Missing the point

Tech Review has published an Associated Press piece about the release of embarrassing videos on the Net…

NEW YORK (AP) — For evidence that digital information, once set free, cannot be controlled, consider the steamy video of Brazilian supermodel Daniela Cicarelli making out with her boyfriend on a Spanish beach and in the water just off shore.

The couple persuaded a Brazilian court last fall to force the video-sharing site YouTube to remove copies, but other users simply resubmitted the video through their free accounts.

Earlier this month, Internet service providers in Brazil, responding to the judge’s order, briefly blocked access to YouTube entirely. But by then other Web sites already had the video, and many in Brazil even had stored personal copies on their computer hard drives….

Actually, the story seems to me to be much more interesting than that. What happened was that Brazilian internet users were so enraged by losing access to YouTube as a result of the model’s legal actions that she eventually twigged that alienating an entire country is not exactly a good career move. And as for the proposition that her ‘right’ to privacy should be respected when she had openly coupled with her boyfriend on a public beach and in the water — in full view of dozens of people, well, words fail one (as the Queen might say).

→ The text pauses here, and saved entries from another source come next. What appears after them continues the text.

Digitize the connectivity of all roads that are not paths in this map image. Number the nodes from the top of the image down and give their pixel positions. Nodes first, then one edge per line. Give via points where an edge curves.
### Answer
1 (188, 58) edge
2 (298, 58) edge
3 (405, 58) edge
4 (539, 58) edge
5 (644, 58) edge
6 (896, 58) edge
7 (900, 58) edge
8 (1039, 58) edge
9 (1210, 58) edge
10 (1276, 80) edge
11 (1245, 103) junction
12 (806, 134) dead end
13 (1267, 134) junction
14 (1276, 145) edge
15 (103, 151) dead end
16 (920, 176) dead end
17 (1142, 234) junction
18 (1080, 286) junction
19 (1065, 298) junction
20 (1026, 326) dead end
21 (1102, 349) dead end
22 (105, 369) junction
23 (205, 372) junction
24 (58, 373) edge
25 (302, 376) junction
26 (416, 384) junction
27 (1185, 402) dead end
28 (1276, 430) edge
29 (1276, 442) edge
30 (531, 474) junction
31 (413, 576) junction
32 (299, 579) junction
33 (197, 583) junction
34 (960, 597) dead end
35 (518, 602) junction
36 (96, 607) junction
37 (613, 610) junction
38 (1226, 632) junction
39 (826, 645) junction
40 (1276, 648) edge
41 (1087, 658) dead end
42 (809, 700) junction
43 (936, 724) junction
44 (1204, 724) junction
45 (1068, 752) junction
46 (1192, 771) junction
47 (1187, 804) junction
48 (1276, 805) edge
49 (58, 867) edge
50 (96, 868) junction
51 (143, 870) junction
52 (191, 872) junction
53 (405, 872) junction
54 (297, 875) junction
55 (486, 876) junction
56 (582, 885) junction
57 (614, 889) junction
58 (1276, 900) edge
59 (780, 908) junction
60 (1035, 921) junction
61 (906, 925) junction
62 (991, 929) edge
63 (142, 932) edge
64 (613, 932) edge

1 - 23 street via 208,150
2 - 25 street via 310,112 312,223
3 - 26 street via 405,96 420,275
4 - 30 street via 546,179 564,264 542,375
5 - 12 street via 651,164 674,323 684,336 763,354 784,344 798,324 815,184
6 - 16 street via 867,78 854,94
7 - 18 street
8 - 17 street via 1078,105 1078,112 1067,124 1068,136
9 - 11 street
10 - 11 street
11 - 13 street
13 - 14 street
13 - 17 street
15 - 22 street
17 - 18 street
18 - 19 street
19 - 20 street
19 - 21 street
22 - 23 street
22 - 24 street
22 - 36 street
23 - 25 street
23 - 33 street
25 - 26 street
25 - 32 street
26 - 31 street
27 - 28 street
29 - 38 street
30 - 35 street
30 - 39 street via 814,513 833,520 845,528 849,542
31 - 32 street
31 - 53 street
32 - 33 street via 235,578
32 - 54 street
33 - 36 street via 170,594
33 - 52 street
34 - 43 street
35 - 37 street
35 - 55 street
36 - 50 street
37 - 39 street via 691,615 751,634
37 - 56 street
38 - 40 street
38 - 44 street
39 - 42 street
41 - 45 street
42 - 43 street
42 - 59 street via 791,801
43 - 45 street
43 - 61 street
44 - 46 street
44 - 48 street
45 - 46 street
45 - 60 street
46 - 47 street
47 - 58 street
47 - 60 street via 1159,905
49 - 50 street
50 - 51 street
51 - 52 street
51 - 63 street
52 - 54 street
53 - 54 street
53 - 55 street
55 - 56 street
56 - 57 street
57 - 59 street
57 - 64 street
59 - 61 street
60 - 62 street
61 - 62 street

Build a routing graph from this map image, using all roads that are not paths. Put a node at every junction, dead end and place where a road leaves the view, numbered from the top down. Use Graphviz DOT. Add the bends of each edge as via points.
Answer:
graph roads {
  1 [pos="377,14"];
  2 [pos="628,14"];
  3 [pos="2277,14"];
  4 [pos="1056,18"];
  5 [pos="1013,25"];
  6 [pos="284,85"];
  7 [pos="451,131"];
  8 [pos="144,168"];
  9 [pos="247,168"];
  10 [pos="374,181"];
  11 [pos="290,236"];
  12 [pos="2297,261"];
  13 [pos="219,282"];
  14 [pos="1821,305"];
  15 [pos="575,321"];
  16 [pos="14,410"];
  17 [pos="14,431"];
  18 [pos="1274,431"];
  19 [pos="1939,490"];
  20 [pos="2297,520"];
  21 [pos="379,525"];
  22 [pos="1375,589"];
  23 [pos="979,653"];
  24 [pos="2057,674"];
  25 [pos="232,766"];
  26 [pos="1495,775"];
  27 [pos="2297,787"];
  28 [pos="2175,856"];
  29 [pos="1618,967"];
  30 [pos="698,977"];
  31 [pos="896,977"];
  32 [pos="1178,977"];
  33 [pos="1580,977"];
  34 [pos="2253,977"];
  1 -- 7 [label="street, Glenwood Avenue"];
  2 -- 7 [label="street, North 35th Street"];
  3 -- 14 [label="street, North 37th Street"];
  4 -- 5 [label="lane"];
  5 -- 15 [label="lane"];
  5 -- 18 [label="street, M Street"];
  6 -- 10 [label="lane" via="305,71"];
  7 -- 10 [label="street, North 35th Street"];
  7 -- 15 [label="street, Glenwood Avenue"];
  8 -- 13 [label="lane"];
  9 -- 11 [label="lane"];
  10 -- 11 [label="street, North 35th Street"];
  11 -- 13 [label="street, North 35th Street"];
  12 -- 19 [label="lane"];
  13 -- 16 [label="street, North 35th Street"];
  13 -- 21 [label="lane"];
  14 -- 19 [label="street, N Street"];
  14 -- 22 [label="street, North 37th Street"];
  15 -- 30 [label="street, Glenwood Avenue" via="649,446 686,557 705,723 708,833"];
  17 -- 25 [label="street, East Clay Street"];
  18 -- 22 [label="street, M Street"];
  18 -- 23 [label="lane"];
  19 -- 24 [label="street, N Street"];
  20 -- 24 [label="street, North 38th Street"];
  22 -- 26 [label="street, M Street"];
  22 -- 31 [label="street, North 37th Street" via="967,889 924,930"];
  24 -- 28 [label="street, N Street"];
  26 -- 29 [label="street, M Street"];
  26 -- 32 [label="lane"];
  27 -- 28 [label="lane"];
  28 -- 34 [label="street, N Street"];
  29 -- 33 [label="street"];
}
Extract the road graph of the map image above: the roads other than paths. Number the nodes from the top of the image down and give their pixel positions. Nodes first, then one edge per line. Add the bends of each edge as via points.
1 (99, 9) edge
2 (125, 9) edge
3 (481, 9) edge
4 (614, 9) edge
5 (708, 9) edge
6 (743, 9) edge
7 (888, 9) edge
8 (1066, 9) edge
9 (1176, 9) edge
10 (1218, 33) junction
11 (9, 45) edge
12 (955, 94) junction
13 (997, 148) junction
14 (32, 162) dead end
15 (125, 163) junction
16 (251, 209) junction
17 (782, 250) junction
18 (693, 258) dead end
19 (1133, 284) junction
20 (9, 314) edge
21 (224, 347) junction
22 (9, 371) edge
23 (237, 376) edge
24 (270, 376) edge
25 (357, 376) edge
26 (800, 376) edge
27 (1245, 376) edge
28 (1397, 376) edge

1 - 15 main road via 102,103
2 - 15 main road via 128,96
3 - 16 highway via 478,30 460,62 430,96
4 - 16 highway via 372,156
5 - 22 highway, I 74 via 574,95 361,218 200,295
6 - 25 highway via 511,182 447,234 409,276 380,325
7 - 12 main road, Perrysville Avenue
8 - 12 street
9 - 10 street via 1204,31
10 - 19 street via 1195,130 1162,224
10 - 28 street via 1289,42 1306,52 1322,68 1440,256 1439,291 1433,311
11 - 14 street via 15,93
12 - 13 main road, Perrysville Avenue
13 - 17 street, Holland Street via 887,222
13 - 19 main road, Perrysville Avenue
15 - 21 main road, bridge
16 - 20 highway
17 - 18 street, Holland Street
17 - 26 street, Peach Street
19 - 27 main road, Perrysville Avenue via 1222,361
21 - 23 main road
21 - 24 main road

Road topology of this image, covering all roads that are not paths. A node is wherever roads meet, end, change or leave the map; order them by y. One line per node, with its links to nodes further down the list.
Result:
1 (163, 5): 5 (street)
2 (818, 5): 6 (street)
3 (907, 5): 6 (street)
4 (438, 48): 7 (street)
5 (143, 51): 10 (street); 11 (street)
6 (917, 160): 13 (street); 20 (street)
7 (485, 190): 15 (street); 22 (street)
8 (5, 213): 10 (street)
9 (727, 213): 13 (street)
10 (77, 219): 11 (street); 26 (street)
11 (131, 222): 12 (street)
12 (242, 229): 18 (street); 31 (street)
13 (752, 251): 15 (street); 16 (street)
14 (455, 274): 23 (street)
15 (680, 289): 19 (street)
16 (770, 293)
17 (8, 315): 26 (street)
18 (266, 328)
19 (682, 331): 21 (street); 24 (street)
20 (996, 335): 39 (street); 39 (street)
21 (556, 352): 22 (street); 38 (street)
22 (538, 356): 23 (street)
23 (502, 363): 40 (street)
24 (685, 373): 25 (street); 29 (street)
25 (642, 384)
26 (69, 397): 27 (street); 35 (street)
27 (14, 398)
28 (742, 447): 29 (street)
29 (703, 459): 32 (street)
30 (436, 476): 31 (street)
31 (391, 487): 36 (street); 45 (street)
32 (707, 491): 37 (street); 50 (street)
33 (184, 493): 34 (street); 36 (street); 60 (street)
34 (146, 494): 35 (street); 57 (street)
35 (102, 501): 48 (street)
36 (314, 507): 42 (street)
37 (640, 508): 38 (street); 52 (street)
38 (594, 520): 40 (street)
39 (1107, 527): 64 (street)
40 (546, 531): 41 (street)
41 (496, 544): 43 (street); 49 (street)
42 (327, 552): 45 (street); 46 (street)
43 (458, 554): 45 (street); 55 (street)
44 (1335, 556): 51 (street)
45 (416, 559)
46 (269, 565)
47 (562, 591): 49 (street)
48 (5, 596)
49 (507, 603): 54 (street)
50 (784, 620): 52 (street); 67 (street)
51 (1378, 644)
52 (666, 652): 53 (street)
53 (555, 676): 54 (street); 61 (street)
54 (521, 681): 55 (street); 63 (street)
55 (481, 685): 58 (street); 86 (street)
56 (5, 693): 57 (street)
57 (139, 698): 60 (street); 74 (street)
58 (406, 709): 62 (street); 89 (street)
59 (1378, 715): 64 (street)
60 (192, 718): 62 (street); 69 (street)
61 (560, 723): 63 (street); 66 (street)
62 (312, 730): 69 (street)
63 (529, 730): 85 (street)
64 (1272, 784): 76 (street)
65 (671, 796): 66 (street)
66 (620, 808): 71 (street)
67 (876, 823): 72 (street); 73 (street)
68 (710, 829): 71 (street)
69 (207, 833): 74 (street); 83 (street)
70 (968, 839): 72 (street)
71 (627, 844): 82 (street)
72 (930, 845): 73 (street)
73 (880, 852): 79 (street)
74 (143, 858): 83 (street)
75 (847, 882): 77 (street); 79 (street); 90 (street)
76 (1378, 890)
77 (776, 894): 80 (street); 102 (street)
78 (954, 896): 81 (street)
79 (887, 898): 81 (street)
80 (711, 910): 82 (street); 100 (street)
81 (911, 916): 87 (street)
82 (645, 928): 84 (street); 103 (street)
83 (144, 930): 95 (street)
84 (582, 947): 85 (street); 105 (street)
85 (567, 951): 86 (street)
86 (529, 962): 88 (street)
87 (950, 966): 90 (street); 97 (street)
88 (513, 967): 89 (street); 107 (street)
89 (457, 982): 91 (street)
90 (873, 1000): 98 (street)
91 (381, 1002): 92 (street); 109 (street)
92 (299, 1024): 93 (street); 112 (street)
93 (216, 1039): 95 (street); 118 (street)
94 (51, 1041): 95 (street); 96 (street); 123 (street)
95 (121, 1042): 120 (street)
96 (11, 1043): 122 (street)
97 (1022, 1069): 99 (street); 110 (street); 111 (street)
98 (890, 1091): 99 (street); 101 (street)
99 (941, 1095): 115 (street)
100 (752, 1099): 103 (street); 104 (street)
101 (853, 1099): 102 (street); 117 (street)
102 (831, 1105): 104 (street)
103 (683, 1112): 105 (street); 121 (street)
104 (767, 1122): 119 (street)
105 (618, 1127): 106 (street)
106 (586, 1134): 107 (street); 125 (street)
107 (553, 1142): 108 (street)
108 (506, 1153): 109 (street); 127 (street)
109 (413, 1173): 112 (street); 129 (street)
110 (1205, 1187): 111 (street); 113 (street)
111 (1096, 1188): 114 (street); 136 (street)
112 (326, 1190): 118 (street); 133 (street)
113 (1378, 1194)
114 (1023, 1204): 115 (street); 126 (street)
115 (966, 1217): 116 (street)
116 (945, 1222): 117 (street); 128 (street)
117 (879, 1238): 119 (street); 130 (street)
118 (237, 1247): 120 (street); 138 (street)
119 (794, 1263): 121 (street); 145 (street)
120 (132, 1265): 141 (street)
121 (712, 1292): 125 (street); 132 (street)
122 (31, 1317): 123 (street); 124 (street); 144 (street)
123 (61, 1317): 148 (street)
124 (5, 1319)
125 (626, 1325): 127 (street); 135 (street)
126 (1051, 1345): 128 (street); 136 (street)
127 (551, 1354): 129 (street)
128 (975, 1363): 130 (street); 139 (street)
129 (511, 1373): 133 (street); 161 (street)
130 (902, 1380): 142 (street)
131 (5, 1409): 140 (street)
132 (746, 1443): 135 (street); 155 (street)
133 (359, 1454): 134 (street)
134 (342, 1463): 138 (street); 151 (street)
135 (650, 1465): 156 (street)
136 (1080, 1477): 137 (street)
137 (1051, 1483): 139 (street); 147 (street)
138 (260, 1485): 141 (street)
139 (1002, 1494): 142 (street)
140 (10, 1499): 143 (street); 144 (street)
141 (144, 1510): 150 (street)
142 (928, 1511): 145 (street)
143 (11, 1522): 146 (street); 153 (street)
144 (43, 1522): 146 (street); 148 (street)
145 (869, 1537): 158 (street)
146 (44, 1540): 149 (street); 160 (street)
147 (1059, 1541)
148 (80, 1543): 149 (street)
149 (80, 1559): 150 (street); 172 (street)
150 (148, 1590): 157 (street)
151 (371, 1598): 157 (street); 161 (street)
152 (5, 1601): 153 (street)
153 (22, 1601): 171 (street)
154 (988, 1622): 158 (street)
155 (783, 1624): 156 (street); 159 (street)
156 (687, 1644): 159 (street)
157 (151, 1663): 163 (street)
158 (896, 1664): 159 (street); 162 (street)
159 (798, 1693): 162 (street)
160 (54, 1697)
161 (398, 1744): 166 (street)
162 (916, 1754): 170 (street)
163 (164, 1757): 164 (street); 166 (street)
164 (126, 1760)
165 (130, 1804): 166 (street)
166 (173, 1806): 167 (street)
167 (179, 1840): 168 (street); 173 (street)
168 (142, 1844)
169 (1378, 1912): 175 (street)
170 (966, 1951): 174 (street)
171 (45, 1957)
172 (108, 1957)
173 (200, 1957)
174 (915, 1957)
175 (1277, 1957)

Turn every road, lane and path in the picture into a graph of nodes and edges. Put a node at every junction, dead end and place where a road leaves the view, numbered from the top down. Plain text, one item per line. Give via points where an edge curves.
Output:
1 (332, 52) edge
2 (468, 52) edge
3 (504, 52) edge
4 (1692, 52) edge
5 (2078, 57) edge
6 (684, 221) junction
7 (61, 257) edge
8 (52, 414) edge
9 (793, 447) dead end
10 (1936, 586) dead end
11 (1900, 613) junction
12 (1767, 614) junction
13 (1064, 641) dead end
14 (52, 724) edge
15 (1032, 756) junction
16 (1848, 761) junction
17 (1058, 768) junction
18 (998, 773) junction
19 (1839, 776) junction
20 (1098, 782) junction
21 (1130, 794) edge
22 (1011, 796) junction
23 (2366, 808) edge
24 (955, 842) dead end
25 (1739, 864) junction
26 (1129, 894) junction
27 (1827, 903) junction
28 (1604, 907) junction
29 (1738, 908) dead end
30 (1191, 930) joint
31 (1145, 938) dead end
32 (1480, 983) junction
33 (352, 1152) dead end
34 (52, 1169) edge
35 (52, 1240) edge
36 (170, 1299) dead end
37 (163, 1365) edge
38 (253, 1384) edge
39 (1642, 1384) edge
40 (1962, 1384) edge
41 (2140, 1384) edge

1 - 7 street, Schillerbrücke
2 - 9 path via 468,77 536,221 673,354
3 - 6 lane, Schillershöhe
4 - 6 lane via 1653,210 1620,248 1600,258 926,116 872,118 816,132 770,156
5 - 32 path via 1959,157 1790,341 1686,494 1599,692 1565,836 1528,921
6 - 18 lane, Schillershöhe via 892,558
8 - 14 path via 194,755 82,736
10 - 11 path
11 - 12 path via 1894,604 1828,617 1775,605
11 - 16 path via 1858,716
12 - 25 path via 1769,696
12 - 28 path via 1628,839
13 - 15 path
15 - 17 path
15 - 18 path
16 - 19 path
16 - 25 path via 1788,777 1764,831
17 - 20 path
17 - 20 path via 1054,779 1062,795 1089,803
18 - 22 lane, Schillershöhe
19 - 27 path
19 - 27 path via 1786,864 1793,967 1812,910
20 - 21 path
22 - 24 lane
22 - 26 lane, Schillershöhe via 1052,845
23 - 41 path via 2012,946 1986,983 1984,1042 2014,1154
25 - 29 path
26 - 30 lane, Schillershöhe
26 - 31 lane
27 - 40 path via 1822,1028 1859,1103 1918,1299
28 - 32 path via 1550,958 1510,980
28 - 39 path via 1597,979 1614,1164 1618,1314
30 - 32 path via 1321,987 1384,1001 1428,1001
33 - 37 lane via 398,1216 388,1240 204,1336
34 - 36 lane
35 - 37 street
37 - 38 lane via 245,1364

Different considerations apply to the case of Keeley Hazell, a British model and former Page Three girl, who made a private video of herself having enthusiastic sex with an ex-boyfriend only to find it released onto the Web a couple of weeks ago. (It’s not clear who released it.) YouTube has taken down the copy that was originally available on its site, but a simple Google search suggests that it’s still pretty widely available. So there’s a case for saying that her privacy has been breached, but there seems to be little she can do about it because by now the video is all over the Web.